US$ 30bn investment into Liquefied Gas (LNG) in the North

More than US$ 30bn will be invested initially in Mozambique’s natural gas sector to build capacity to produce 20 million tonnes per year of liquefied natural gas (LNG), with the first exports due to start in 2018, the national oil company said. The investments will be made to develop the northern ports of Pemba and Palma, where a giant logistics base and LNG production plants are planned that will use gas produced from offshore fields in the Rovuma Basin being developed by US oil major Anadarko Petroleum Corp and Italy’s Eni. Mozambique, which still bears the scars of a 1975-1992 civil war, is hoping revenues from its large gas deposits and its fledgling coal mining industry will help it emerge from years of poverty and dependence on foreign donors. The country holds presidential elections on October 15.

“In an initial phase, liquefaction units with a total capacity for 20 million tonnes a year of LNG will be built and operated. The investment to be made tops US$ 30bn,” Nelson Ocuane, president of the state oil company ENH, told Reuters. The initial exports from 2018 will come from a first LNG train of 5 million tonnes a year, with overall capacity for the industry to be ramped up subsequently to 20 million tonnes per year. Ocuane, speaking on the sidelines of the launch of the project for the Pemba port logistics base on Wednesday, did not give a detailed breakdown of who would make the investments, between foreign partners, the government and state entities.

Anadarko and Eni’s commitments already run into several billions of dollars, but Ocuane’s estimate was the first to put an overall cost tag on the first phase of Mozambique’s LNG ambitions. Mozambique’s parliament last week approved amended legislation for the gas and oil sector, including a “special regime” for LNG development in Rovuma Basin Areas 1 and 4 where Anadarko and Eni are operating. This covered the construction and operation of LNG facilities and related activities.

h3. Attracting Investment

Government officials have said this regime, aimed at attracting investment, includes the possibility of certain “exemptions” in contracts, but these have not been specified. “Mozambique has good conditions to start exporting in 2018 because all the investment plans indicate that the essential infrastructure will be in place by then,” Ocuane said. Officials say fresh bidding rounds for Mozambican gas and oil concessions would be held in the coming months. The International Monetary Fund, which sees Mozambique’s economy growing 8% annually in the medium term – one of the highest rates in Africa – has said the country can expect “substantial revenues” from LNG by 2022. But it says Mozambique faces risks from climate disasters, commodity price shocks and variations in global demand for its coal and gas, as well as “financing risks for megaprojects”.
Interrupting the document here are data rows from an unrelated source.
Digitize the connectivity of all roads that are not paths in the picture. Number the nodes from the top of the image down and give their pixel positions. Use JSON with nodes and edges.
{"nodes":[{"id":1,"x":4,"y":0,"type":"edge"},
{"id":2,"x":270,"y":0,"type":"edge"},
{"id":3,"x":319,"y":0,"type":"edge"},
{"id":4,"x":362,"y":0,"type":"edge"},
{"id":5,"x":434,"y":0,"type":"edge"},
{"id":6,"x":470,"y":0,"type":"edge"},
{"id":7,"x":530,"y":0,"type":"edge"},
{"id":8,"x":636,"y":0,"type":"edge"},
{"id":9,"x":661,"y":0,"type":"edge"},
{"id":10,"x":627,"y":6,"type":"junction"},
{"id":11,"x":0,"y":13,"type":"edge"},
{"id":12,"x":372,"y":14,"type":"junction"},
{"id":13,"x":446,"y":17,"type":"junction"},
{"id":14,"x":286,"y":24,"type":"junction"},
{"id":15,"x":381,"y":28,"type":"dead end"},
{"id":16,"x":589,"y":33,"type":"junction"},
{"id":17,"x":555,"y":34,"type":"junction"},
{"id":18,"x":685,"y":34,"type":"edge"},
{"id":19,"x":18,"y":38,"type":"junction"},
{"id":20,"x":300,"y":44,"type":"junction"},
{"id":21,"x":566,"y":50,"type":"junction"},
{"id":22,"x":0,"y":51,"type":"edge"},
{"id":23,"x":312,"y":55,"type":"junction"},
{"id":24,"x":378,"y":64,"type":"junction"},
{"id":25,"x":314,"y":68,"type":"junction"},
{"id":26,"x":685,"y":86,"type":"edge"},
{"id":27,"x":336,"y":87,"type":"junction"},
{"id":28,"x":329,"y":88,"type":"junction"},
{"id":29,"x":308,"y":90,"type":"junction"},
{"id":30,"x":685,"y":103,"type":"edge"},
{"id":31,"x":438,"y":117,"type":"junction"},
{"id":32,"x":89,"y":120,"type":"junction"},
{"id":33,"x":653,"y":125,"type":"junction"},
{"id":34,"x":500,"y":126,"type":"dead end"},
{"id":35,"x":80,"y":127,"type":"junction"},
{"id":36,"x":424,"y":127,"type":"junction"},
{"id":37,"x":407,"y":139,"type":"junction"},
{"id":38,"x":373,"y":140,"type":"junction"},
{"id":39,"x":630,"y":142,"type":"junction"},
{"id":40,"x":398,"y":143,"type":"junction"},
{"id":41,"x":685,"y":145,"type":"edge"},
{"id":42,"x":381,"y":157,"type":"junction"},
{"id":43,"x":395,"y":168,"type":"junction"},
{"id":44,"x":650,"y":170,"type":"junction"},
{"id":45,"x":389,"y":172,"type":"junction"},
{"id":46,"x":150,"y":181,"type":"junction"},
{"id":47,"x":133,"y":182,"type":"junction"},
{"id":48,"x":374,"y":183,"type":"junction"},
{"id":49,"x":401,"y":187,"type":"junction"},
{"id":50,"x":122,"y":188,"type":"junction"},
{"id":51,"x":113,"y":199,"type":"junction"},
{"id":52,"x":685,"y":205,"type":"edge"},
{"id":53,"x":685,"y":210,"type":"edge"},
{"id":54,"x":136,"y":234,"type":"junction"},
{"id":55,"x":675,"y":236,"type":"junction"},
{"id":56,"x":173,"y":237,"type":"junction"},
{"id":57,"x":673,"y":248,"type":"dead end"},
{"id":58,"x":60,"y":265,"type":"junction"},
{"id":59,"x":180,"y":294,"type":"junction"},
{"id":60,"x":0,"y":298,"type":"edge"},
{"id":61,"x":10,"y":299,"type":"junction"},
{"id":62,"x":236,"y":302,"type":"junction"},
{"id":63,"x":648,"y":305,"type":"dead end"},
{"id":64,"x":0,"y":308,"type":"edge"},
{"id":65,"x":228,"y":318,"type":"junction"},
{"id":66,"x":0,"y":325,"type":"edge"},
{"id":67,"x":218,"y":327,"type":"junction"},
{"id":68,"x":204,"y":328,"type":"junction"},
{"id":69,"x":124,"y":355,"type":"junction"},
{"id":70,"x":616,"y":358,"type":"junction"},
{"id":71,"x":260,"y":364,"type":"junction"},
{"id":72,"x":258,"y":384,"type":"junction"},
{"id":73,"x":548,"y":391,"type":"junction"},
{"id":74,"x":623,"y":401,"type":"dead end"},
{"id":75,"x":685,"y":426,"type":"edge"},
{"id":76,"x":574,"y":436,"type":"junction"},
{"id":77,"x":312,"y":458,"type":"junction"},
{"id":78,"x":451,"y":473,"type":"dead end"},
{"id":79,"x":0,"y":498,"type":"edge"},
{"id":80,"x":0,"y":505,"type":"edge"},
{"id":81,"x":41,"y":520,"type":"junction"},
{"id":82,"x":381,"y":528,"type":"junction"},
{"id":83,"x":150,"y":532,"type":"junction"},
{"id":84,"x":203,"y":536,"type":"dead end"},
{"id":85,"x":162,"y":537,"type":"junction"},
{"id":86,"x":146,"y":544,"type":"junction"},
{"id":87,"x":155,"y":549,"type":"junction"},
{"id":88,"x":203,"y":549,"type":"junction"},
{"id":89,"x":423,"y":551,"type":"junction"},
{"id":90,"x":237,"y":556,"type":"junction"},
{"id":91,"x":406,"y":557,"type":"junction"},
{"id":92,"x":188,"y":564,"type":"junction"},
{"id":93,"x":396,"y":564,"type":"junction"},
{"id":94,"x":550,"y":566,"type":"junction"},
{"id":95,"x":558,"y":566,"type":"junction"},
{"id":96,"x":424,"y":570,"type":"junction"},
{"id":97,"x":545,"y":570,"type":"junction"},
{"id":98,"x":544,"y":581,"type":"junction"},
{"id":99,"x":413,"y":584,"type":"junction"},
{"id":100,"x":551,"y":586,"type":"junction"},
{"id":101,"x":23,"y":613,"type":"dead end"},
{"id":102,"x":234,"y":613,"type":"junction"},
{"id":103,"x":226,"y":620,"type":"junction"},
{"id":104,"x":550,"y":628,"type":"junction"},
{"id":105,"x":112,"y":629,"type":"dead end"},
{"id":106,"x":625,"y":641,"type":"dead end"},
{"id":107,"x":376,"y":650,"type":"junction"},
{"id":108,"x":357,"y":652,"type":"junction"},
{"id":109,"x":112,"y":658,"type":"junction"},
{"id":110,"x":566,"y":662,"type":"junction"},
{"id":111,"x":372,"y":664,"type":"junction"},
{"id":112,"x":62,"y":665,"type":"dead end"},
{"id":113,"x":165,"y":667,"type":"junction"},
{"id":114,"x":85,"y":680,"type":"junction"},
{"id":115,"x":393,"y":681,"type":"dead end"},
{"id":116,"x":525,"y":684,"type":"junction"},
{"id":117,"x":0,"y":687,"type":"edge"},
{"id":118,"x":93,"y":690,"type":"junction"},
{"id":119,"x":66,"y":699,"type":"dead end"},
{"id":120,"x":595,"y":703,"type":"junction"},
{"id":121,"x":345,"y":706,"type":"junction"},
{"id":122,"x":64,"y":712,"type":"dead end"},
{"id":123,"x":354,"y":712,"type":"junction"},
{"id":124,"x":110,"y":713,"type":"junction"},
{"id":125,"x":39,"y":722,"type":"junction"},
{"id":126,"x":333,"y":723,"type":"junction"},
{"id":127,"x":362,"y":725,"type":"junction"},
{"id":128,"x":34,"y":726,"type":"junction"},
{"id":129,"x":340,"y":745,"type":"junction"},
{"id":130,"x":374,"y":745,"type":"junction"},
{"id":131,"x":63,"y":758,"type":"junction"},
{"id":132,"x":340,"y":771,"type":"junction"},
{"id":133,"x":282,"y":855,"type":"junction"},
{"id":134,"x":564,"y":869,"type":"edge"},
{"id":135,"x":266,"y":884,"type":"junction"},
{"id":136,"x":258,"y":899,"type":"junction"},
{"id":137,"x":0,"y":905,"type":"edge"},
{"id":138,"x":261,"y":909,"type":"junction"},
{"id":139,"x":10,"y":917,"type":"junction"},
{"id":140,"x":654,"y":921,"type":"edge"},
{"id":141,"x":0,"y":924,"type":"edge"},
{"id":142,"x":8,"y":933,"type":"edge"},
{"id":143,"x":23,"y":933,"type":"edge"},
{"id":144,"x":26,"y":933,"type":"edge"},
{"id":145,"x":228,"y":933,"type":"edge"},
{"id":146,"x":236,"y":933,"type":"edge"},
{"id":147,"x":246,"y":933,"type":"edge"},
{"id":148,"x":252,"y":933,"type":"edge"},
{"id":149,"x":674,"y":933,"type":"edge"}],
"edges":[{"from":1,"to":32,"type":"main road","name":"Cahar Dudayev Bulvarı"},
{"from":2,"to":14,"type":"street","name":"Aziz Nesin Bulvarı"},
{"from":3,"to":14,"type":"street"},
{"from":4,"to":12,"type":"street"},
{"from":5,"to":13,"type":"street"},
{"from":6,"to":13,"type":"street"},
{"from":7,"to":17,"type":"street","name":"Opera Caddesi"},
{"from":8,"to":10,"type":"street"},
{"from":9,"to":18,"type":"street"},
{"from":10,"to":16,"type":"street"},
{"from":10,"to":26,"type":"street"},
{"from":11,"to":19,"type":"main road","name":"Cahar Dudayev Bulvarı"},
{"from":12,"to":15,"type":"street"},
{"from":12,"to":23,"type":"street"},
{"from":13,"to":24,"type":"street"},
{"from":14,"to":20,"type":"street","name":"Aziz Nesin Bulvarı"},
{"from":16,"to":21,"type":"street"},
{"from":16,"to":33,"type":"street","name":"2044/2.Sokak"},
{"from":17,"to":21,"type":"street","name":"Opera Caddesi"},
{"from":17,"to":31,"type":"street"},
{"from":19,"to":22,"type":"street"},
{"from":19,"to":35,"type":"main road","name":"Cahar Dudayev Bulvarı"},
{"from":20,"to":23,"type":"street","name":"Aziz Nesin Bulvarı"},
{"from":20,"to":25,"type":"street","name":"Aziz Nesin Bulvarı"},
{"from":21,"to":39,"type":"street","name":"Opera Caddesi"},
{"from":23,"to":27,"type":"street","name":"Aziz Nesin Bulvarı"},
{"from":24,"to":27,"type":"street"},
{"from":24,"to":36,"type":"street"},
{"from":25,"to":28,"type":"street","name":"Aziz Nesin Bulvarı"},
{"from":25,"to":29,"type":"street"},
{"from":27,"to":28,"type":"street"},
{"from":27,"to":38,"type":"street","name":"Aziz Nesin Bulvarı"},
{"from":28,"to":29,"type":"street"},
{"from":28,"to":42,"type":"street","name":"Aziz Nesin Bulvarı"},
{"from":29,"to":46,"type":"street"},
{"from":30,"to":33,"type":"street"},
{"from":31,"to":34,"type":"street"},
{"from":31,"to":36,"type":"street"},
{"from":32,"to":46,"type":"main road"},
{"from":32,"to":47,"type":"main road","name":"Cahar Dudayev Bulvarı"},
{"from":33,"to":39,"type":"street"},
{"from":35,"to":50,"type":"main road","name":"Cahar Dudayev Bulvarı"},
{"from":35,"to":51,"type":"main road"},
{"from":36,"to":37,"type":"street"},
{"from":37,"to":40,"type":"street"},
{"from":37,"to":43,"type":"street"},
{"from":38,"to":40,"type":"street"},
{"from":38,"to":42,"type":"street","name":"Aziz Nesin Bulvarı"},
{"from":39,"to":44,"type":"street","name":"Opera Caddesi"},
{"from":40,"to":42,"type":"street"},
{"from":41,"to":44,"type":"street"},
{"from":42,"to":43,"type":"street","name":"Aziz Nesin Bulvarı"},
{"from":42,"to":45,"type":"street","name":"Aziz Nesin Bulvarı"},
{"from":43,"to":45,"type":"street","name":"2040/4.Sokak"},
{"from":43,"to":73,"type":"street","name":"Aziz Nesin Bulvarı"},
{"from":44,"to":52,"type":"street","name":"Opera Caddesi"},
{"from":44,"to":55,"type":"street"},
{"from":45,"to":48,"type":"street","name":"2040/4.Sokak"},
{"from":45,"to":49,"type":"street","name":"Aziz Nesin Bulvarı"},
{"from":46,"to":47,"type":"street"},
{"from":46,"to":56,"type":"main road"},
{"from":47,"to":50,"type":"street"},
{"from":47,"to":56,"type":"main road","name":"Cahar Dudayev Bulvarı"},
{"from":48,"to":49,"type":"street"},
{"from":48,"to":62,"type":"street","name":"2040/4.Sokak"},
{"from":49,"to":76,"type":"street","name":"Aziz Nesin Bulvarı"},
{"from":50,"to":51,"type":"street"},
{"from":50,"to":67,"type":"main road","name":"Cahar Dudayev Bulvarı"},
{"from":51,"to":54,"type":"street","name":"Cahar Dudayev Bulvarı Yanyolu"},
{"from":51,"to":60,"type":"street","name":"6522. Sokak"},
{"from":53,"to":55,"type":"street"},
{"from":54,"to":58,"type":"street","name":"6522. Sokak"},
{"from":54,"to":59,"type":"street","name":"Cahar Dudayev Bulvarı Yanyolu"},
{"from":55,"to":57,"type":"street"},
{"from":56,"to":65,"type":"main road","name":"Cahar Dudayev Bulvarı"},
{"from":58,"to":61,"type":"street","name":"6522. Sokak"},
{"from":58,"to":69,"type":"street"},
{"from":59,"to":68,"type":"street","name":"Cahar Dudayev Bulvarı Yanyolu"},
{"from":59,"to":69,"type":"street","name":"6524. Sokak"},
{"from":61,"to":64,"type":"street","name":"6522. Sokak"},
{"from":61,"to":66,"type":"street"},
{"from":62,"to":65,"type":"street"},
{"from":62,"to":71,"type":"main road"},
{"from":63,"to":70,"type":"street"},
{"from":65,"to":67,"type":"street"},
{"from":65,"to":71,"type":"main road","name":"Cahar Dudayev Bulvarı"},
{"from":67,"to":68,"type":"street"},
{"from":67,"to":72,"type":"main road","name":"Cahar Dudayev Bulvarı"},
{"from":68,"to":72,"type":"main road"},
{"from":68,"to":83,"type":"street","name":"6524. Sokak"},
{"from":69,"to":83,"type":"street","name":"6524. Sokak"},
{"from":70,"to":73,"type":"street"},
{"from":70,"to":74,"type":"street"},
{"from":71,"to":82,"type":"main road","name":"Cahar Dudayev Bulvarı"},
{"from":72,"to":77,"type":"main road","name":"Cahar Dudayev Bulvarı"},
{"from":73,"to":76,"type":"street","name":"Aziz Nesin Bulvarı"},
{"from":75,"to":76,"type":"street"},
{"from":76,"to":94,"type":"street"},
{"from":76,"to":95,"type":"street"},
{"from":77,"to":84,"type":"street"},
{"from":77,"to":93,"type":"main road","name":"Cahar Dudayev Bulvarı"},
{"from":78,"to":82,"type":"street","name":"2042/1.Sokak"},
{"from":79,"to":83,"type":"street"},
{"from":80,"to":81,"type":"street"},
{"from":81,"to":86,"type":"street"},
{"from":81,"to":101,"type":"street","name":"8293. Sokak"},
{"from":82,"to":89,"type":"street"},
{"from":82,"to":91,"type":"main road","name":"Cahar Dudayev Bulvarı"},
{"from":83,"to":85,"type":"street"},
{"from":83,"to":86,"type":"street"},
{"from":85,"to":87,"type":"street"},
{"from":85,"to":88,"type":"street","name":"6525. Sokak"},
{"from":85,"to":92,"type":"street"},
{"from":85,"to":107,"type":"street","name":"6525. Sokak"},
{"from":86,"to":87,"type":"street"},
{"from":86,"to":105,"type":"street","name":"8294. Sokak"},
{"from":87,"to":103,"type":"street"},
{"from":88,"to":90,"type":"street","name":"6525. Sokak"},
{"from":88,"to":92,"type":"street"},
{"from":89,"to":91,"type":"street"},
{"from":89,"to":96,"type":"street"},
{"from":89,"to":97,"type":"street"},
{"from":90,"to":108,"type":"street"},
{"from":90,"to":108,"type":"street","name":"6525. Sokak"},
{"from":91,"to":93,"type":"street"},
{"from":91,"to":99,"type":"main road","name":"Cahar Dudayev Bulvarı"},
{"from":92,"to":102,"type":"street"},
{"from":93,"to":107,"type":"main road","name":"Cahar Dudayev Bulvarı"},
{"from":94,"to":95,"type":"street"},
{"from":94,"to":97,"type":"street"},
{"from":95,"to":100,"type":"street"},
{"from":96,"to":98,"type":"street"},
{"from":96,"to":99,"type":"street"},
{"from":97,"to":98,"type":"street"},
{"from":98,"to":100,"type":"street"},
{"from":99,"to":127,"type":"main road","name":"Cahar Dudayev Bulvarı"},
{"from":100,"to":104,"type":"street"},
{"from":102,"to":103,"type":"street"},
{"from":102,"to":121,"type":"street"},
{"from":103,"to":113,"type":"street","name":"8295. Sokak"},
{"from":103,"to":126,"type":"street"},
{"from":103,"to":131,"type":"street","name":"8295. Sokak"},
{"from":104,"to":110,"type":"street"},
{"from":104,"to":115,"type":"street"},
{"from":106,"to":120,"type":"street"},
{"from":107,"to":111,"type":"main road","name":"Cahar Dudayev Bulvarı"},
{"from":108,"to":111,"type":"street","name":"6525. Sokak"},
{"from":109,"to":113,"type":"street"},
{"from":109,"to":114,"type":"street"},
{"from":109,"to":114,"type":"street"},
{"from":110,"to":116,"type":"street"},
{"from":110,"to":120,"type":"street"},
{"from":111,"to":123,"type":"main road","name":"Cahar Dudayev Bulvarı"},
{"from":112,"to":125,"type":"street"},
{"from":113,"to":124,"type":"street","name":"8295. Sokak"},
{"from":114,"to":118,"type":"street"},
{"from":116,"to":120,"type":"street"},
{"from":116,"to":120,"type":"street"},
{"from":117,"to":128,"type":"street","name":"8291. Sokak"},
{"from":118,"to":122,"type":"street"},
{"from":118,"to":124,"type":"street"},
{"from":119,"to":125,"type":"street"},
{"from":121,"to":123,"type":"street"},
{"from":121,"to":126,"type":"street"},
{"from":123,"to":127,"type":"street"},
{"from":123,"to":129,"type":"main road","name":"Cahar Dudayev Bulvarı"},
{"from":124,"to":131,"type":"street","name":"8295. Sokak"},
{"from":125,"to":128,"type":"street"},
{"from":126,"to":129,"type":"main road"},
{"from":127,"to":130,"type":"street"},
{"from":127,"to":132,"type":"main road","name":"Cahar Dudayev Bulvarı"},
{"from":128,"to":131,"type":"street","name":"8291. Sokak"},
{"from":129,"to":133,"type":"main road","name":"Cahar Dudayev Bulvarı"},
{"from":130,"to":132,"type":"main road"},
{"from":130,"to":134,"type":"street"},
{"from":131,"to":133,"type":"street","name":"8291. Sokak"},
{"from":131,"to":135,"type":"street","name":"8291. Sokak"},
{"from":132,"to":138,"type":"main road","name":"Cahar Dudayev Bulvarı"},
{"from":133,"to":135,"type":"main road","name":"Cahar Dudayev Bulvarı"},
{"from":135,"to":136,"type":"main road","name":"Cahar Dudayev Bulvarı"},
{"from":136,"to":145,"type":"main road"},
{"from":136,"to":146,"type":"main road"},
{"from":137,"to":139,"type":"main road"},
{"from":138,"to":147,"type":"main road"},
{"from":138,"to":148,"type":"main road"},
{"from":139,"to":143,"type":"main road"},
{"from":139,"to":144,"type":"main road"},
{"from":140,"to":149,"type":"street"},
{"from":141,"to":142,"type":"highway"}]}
Some industry analysts say Mozambique may struggle to meet its target date of 2018 for the start of LNG exports. They say it must develop its LNG potential by the end of this decade as other supplies come on the market from West and East Africa and the global supply/demand scenario shifts, with the United States moving from energy importer to exporter. Of the world’s LNG, about 70% is consumed by China, South Korea, India, Japan and Taiwan, and Ocuane said it was these Asian customers Mozambique would aim to supply. Around 180 trillion cubic feet of gas has been found in Mozambique’s offshore Rovuma Basin. This would be enough to supply Germany, Britain, France and Italy for 18 years.

h3. Onshore LNG Plants “preferred”

Italy’s Eni has proposed constructing two floating offshore LNG plants to process gas from its Rovuma Basin area, which would be quicker to complete than an onshore facility. Ocuane said Mozambique’s government was giving technical consideration to the Eni proposal, and would give its answer “in due course”. But he added: “The government prefers the construction of LNG units onshore because this has the potential of creating employment and allowing the possibility of a series of investments in support areas for the gas industry.”

Under the new legislation for the sector, foreign operators who win licences to explore for oil and gas must do so in partnership with state oil company ENH. The law also says that 25% of all gas and oil produced should go to the domestic market. Anne Fruhauf, senior vice-president for Africa for New York-based Teneo Intelligence, said the legislation “reflects key political priorities, namely industrial development, local procurement and a stronger role for national oil company ENH.” “For investors the planned domestic market obligation (DMO) – targeting 25% of petroleum companies’ production – will be one of the most controversial aspects of the legislation,” she said in emailed comments. She expected further details of the operating framework to be defined in secondary regulations.

Mozambique recently set up a public company, Portos de Cabo Delgado, bringing together the state rail operator, CFM, and the national oil company to develop the northern LNG infrastructure. The sub-concession for the Pemba port development has been given to Enhils (ENH Integrated Logistics Services), a joint venture between ENH subsidiary ENH Logistics, which holds 51%, and Orlean Invest, a Nigerian company, with 49%.